На Вацлавском намести народ беснуется и плачет, камни, звеня, лупят броню. «За нашу и вашу Свободу!». Более отчаяния, чем злобы. Таких пражан Сергей не видел, не предполагал. Последний в колонне танк загорелся. Бутылка зажигательной смеси, оружие отчаяния. Солдаты выскочили, сбивают огонь брезентами. Сергей успел нажать фотоспуск. Алена (ударение на начальном А) вырвала «кодак», страшится танков. Их тупая, пещерная мощь подавляет. Передний танк повернул башню и хищно повел пушкой. Лейтенант открыл люк и выглянул. Ему долдонили защитить Прагу от оголтелой западногерманской военщины, наследницы Гитлера. Об этом твердила по-чешски и по-русски новая мощная радиостанция «Волга». Сергей узнавал московских дикторов. В первые дни вторжения пошла деза: «Страна встречает желанных защитников социализма цветами и пивом, чешки и словачки флиртуют и фотографируются с русскими сержантами». Они там не понимают тяжести своих объятий? Эфир абсурда.
Возвышаясь над толпой, лейтенант из Костромы (Луги, Осташкова, Порхова) чувствовал обман. Но усомниться в родном, черно – земельном русском и заскорузло – советском не мог.
– Давай! – сказал он механику. Мотор взревел форсажем, сизый бензиновый туман всклубился. Народ шарахнулся. Сергей длинно материл лейтенанта. Алена больно толкнула, крикнула:
– Сто лет не говори в этом городе по-русски! Заплакала. – Нет у меня родины.
Ему, постороннему, жутко видеть бессилие достойного народа. Пошел дождь, толпа прибывала. Рядом старик сказал, махнув на танки:
– Они под крышей, а мы мокнем.
У Сергея и Алены есть свой советский танк. На высоком постаменте, на Смихове. В честь и славу мая 1945 года. Место называется «У танку». Сергей обитает напротив, в квартирке мужа Алены, оставленной для гостей. В назначенное время Алена подходит к танку, Сергей видит из окна и отпирает дверь с черного хода.
Ах, Алена.
Он мечтал работать на заграницу. «Наш специальный корреспондент в Нью-Йорке Сергей Мюр передает. Шикарно.
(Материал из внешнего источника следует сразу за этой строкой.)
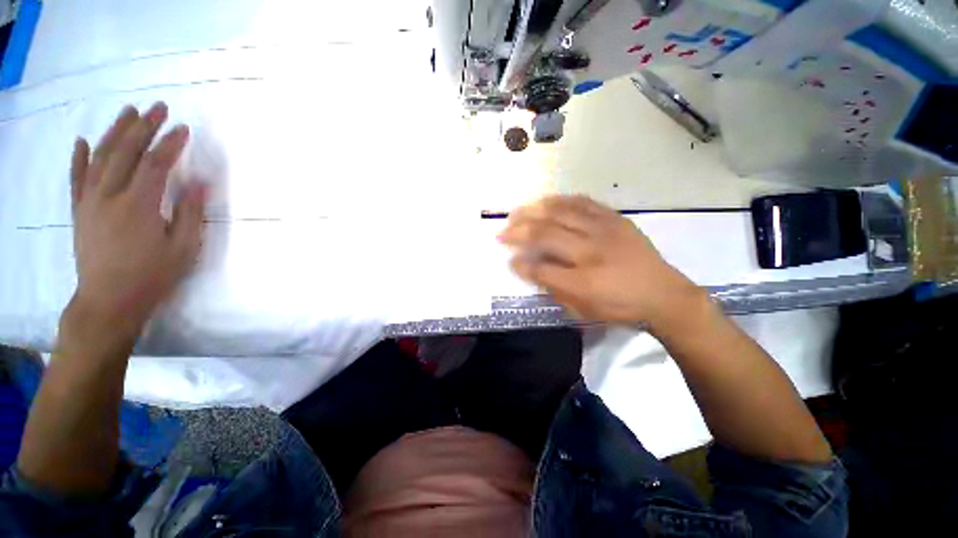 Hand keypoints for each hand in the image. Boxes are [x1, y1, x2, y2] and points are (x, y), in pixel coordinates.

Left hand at [68, 102, 205, 344]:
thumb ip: (189, 213)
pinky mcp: (79, 211)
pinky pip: (77, 178)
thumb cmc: (153, 276)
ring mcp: (90, 201)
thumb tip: (198, 183)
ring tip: (128, 112)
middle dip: (143, 127)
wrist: (109, 301)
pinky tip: (84, 141)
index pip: (155, 164)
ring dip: (115, 132)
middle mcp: (109, 196)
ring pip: (100, 158)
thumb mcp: (183, 248)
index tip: (183, 129)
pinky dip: (79, 157)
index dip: (170, 144)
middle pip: (126, 152)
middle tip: (157, 108)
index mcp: (138, 206)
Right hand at [499, 195, 704, 327]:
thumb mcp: (584, 308)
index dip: (521, 264)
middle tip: (502, 230)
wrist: (664, 294)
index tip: (507, 259)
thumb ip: (552, 287)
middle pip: (547, 234)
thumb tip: (526, 268)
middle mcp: (592, 250)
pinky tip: (546, 201)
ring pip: (561, 212)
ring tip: (517, 212)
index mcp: (585, 280)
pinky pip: (583, 202)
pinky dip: (560, 200)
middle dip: (519, 231)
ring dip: (534, 211)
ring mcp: (605, 230)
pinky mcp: (615, 218)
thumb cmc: (620, 306)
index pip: (542, 268) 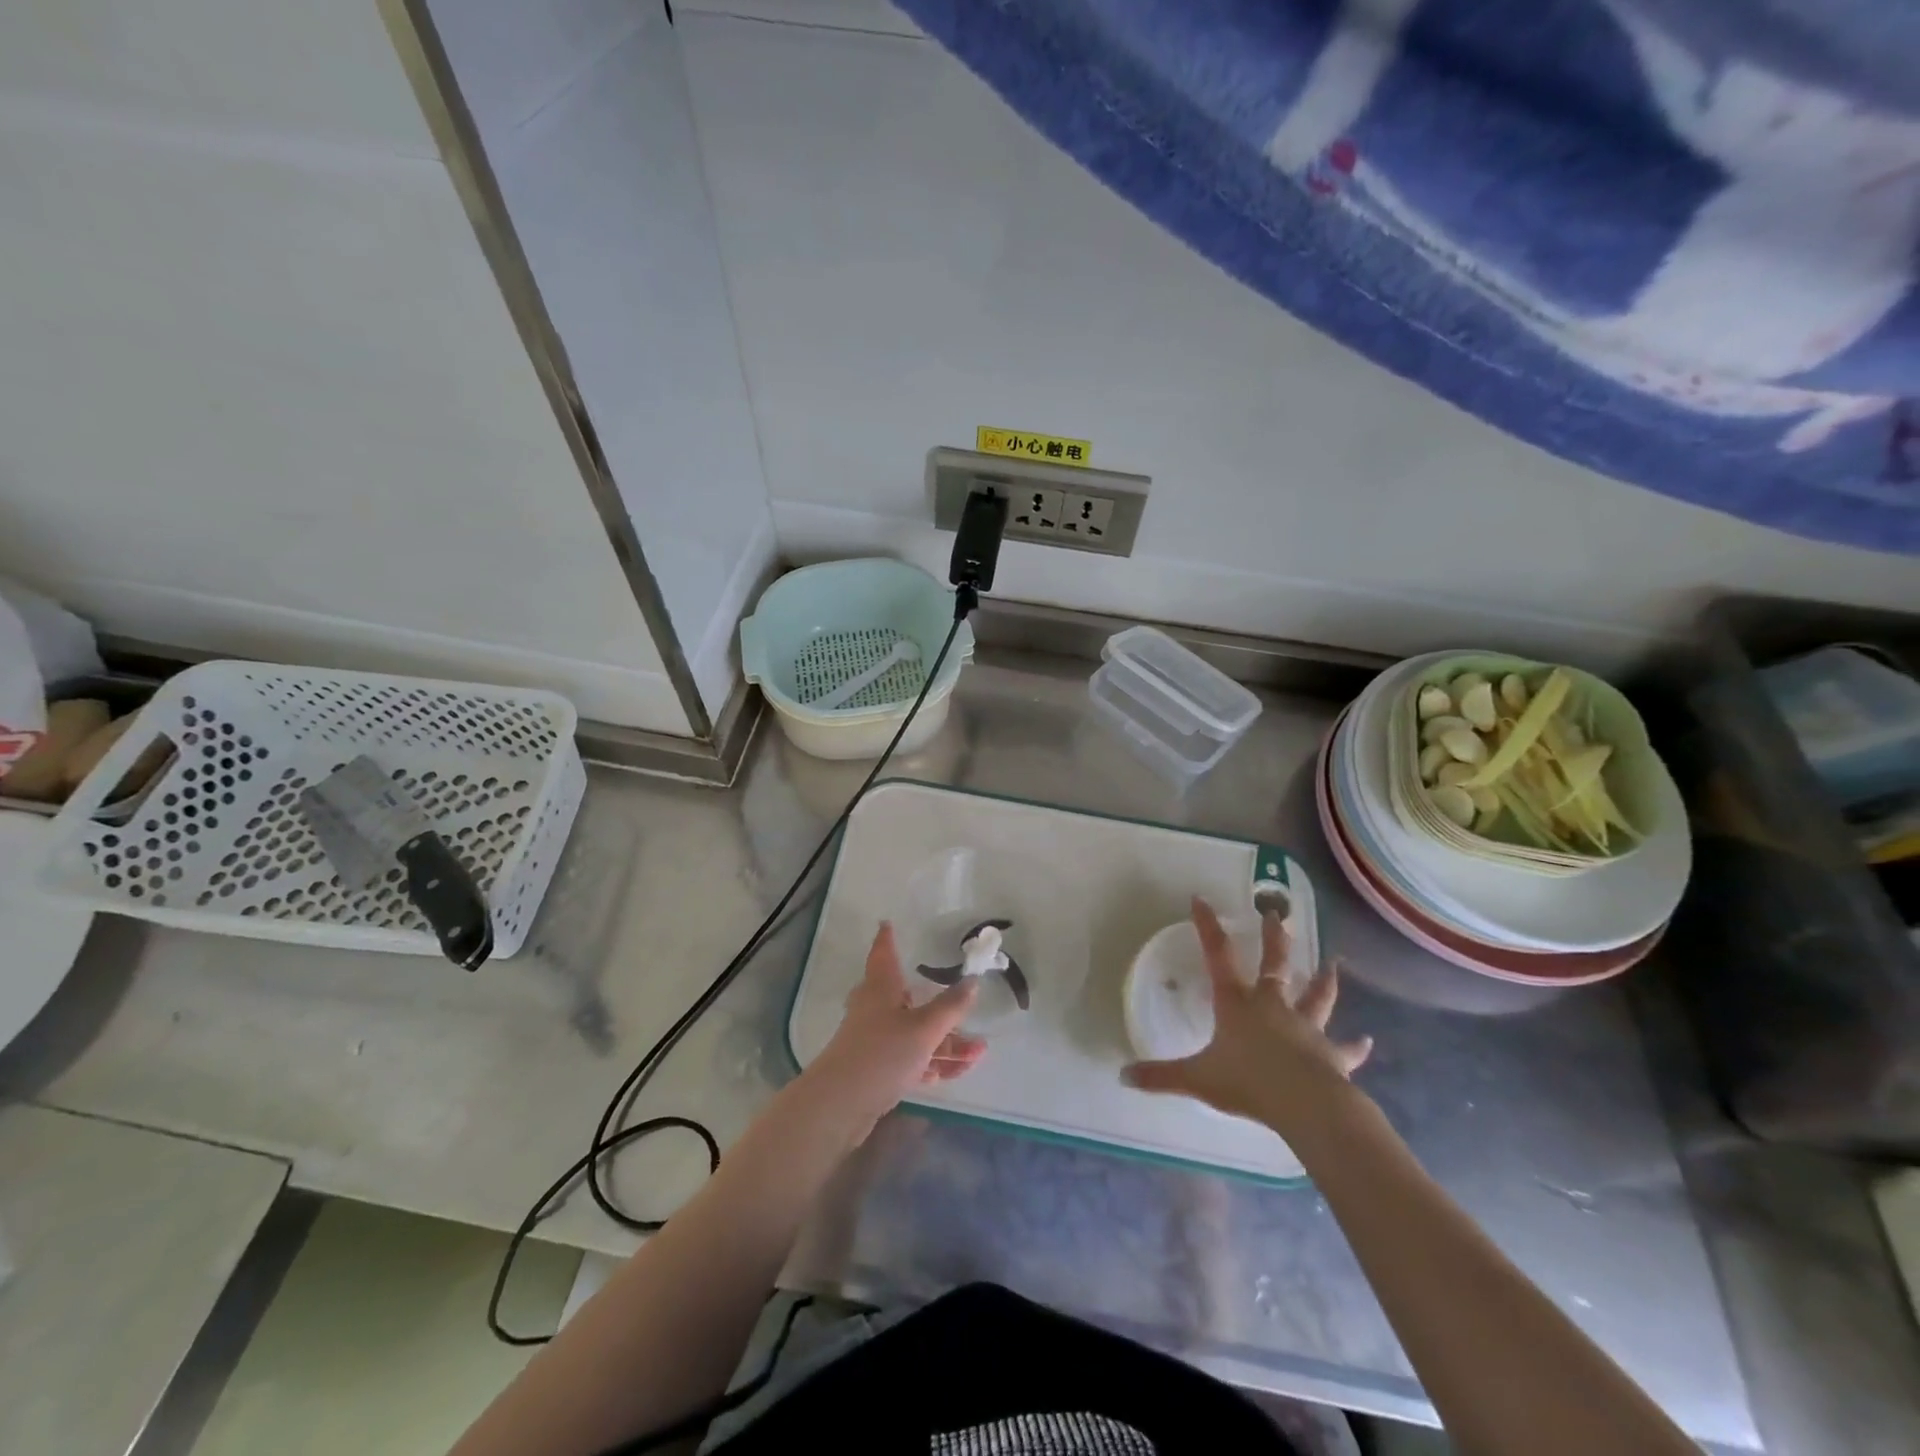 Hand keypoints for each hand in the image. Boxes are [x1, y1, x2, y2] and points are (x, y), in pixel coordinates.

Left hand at [804, 922, 986, 1129]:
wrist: (840, 1105)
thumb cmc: (882, 1053)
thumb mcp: (924, 1028)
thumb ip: (951, 1006)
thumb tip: (972, 981)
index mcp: (881, 988)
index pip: (883, 953)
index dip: (887, 939)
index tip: (887, 924)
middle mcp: (876, 1009)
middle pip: (909, 998)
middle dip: (940, 1004)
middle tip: (965, 1003)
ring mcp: (876, 1040)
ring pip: (916, 1032)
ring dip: (947, 1041)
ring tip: (980, 1051)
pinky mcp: (878, 1070)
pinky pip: (912, 1058)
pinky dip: (934, 1061)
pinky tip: (959, 1070)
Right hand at [1122, 896, 1372, 1131]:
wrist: (1305, 1105)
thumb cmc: (1248, 1083)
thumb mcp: (1197, 1079)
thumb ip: (1160, 1077)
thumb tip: (1122, 1076)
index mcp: (1238, 1004)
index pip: (1218, 956)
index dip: (1208, 927)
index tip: (1201, 900)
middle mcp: (1272, 1006)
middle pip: (1274, 964)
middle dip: (1274, 938)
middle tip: (1277, 915)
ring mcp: (1305, 1028)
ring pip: (1316, 996)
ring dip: (1324, 980)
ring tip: (1334, 963)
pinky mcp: (1331, 1054)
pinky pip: (1345, 1048)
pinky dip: (1355, 1046)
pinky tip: (1367, 1041)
Его малая тихая родина Столешников переулок.
Таинственна и коварна Столешня. Во внутреннем дворе двухэтажный красного кирпича небольшой флигель. Нарком просвещения Анатолий Васильевич Луначарский, лично знавший Ромен Роллана, Анри Барбюса и Бернарда Шоу, поместил во флигель балерину (на выходах) Большого театра Кирпичникову. Он приезжал в авто, она выходила в манто.
Соседний дом озаряет витрина ювелирного магазина «Алмаз». Что-то вращалось в ней и изображения брильянтовых диадем рекламно проецировались на нечистый тротуар. Витрину расколупала банда Черная кошка. Фильм «Место встречи изменить нельзя» вышел значительно позже. Бабушка Мюр знает все о Столешне, даже видела закладку памятника Свободы на месте конного Юрия Долгорукого. В революционные годы. Против дома ее родителей в Столешниковом было поэтическое кафе, и при Сергее «Артистическое». Там бабуля познакомилась с поэтом Игорем Северяниным. Гуляли по Петровке и Страстному бульвару. Северянин не был бульвардье. Дед же Сергея когда-то служил в конной гвардии. Дома хранилась настоящая кираса. Кирасир бегал за поэтом с пистолетом. Не догнал.